== What you should do ==
Your answer must restate each entry below word for word, with no pictures in it.

Records drawn from a dataset:

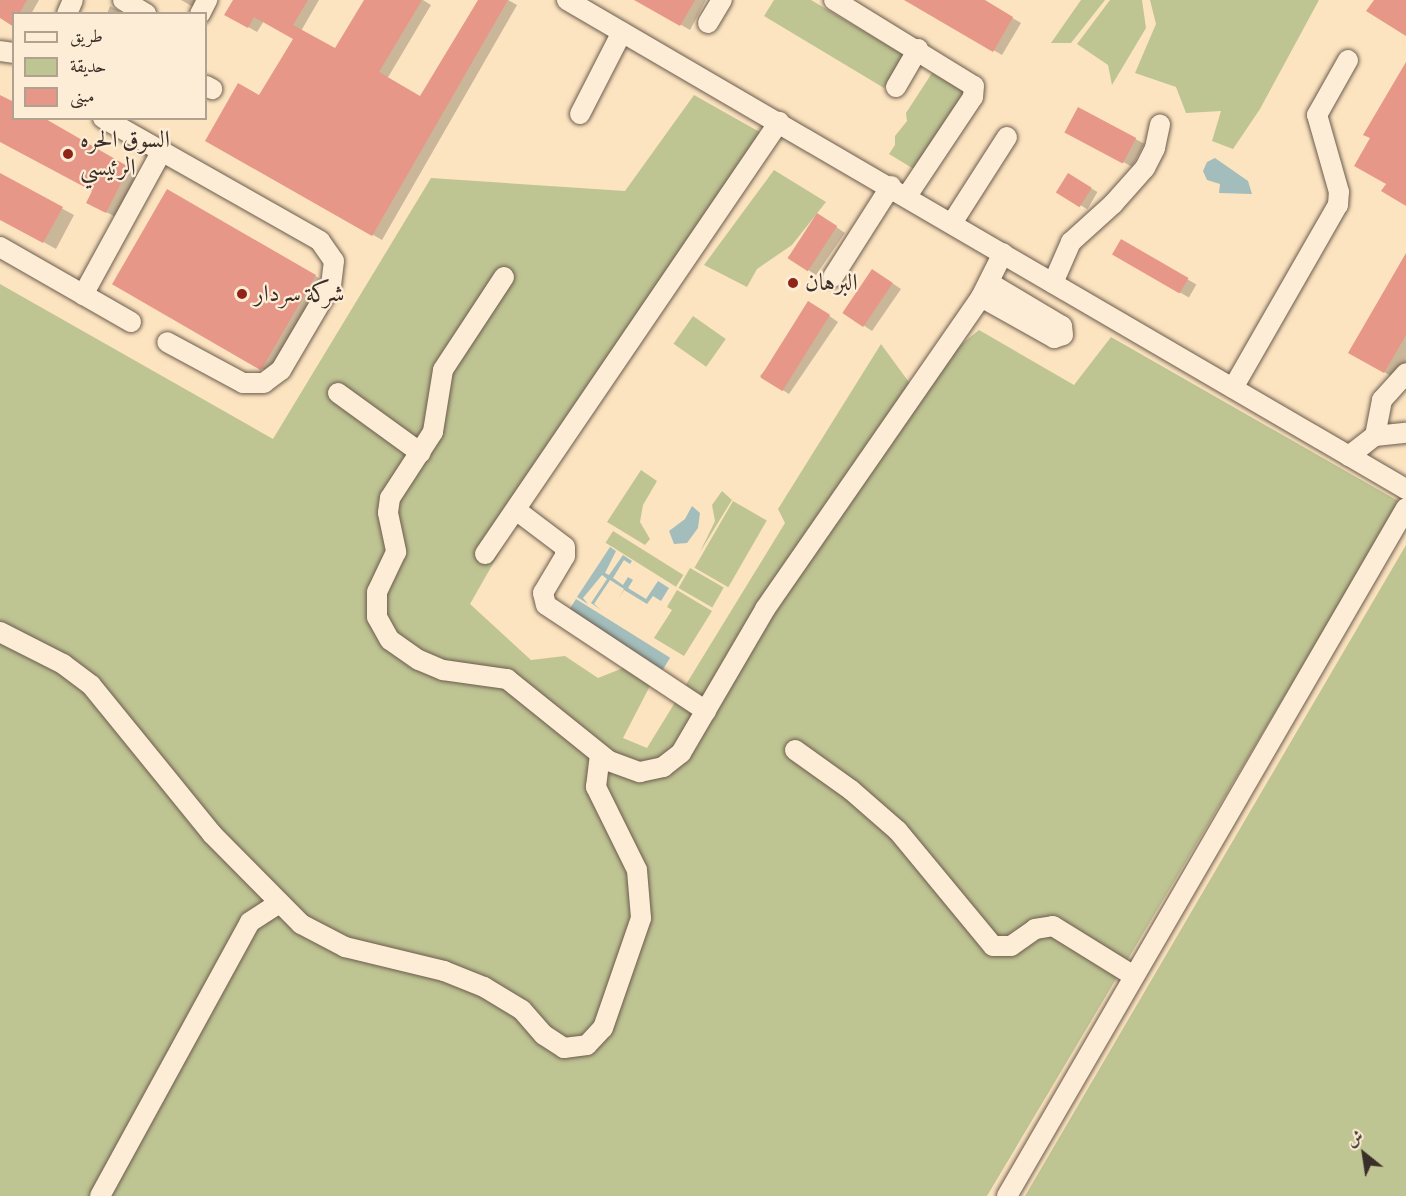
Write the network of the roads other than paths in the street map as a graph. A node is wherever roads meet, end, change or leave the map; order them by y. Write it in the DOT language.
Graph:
graph roads {
  1 [pos="123,0"];
  2 [pos="567,0"];
  3 [pos="722,0"];
  4 [pos="834,0"];
  5 [pos="144,8"];
  6 [pos="598,8"];
  7 [pos="708,23"];
  8 [pos="622,32"];
  9 [pos="918,49"];
  10 [pos="1348,60"];
  11 [pos="896,87"];
  12 [pos="580,114"];
  13 [pos="116,122"];
  14 [pos="779,122"];
  15 [pos="1160,125"];
  16 [pos="1007,137"];
  17 [pos="162,152"];
  18 [pos="899,191"];
  19 [pos="952,223"];
  20 [pos="0,247"];
  21 [pos="1003,253"];
  22 [pos="504,277"];
  23 [pos="833,278"];
  24 [pos="1053,283"];
  25 [pos="83,295"];
  26 [pos="131,322"];
  27 [pos="167,342"];
  28 [pos="1406,373"];
  29 [pos="1233,388"];
  30 [pos="338,393"];
  31 [pos="1406,433"];
  32 [pos="1375,436"];
  33 [pos="420,453"];
  34 [pos="1349,456"];
  35 [pos="1406,489"];
  36 [pos="1406,507"];
  37 [pos="516,510"];
  38 [pos="486,554"];
  39 [pos="0,632"];
  40 [pos="706,711"];
  41 [pos="795,750"];
  42 [pos="600,754"];
  43 [pos="279,903"];
  44 [pos="1134,976"];
  45 [pos="100,1196"];
  46 [pos="1007,1196"];
  1 -- 5 [label="lane"];
  2 -- 6 [label="lane"];
  3 -- 7 [label="lane"];
  4 -- 9 [label="lane"];
  6 -- 8 [label="lane"];
  8 -- 12 [label="lane"];
  8 -- 14 [label="lane"];
  9 -- 11 [label="lane"];
  9 -- 18 [label="lane"];
  10 -- 29 [label="lane"];
  13 -- 17 [label="lane"];
  14 -- 18 [label="lane"];
  14 -- 37 [label="lane"];
  15 -- 24 [label="lane"];
  16 -- 19 [label="lane"];
  17 -- 25 [label="lane"];
  17 -- 27 [label="lane"];
  18 -- 19 [label="lane"];
  18 -- 23 [label="lane"];
  19 -- 21 [label="lane"];
  20 -- 25 [label="lane"];
  21 -- 24 [label="lane"];
  21 -- 40 [label="lane"];
  22 -- 33 [label="lane"];
  24 -- 29 [label="lane"];
  25 -- 26 [label="lane"];
  28 -- 32 [label="lane"];
  29 -- 34 [label="lane"];
  30 -- 33 [label="lane"];
  31 -- 32 [label="lane"];
  32 -- 34 [label="lane"];
  33 -- 42 [label="lane"];
  34 -- 35 [label="lane"];
  36 -- 44 [label="lane"];
  37 -- 38 [label="lane"];
  37 -- 40 [label="lane"];
  39 -- 43 [label="lane"];
  40 -- 42 [label="lane"];
  41 -- 44 [label="lane"];
  42 -- 43 [label="lane"];
  43 -- 45 [label="lane"];
  44 -- 46 [label="lane"];
}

== Response below ==
Write the network of the roads other than paths in the street map as a graph. A node is wherever roads meet, end, change or leave the map; order them by y. Write it in the DOT language.
Graph:
graph roads {
  1 [pos="123,0"];
  2 [pos="567,0"];
  3 [pos="722,0"];
  4 [pos="834,0"];
  5 [pos="144,8"];
  6 [pos="598,8"];
  7 [pos="708,23"];
  8 [pos="622,32"];
  9 [pos="918,49"];
  10 [pos="1348,60"];
  11 [pos="896,87"];
  12 [pos="580,114"];
  13 [pos="116,122"];
  14 [pos="779,122"];
  15 [pos="1160,125"];
  16 [pos="1007,137"];
  17 [pos="162,152"];
  18 [pos="899,191"];
  19 [pos="952,223"];
  20 [pos="0,247"];
  21 [pos="1003,253"];
  22 [pos="504,277"];
  23 [pos="833,278"];
  24 [pos="1053,283"];
  25 [pos="83,295"];
  26 [pos="131,322"];
  27 [pos="167,342"];
  28 [pos="1406,373"];
  29 [pos="1233,388"];
  30 [pos="338,393"];
  31 [pos="1406,433"];
  32 [pos="1375,436"];
  33 [pos="420,453"];
  34 [pos="1349,456"];
  35 [pos="1406,489"];
  36 [pos="1406,507"];
  37 [pos="516,510"];
  38 [pos="486,554"];
  39 [pos="0,632"];
  40 [pos="706,711"];
  41 [pos="795,750"];
  42 [pos="600,754"];
  43 [pos="279,903"];
  44 [pos="1134,976"];
  45 [pos="100,1196"];
  46 [pos="1007,1196"];
  1 -- 5 [label="lane"];
  2 -- 6 [label="lane"];
  3 -- 7 [label="lane"];
  4 -- 9 [label="lane"];
  6 -- 8 [label="lane"];
  8 -- 12 [label="lane"];
  8 -- 14 [label="lane"];
  9 -- 11 [label="lane"];
  9 -- 18 [label="lane"];
  10 -- 29 [label="lane"];
  13 -- 17 [label="lane"];
  14 -- 18 [label="lane"];
  14 -- 37 [label="lane"];
  15 -- 24 [label="lane"];
  16 -- 19 [label="lane"];
  17 -- 25 [label="lane"];
  17 -- 27 [label="lane"];
  18 -- 19 [label="lane"];
  18 -- 23 [label="lane"];
  19 -- 21 [label="lane"];
  20 -- 25 [label="lane"];
  21 -- 24 [label="lane"];
  21 -- 40 [label="lane"];
  22 -- 33 [label="lane"];
  24 -- 29 [label="lane"];
  25 -- 26 [label="lane"];
  28 -- 32 [label="lane"];
  29 -- 34 [label="lane"];
  30 -- 33 [label="lane"];
  31 -- 32 [label="lane"];
  32 -- 34 [label="lane"];
  33 -- 42 [label="lane"];
  34 -- 35 [label="lane"];
  36 -- 44 [label="lane"];
  37 -- 38 [label="lane"];
  37 -- 40 [label="lane"];
  39 -- 43 [label="lane"];
  40 -- 42 [label="lane"];
  41 -- 44 [label="lane"];
  42 -- 43 [label="lane"];
  43 -- 45 [label="lane"];
  44 -- 46 [label="lane"];
}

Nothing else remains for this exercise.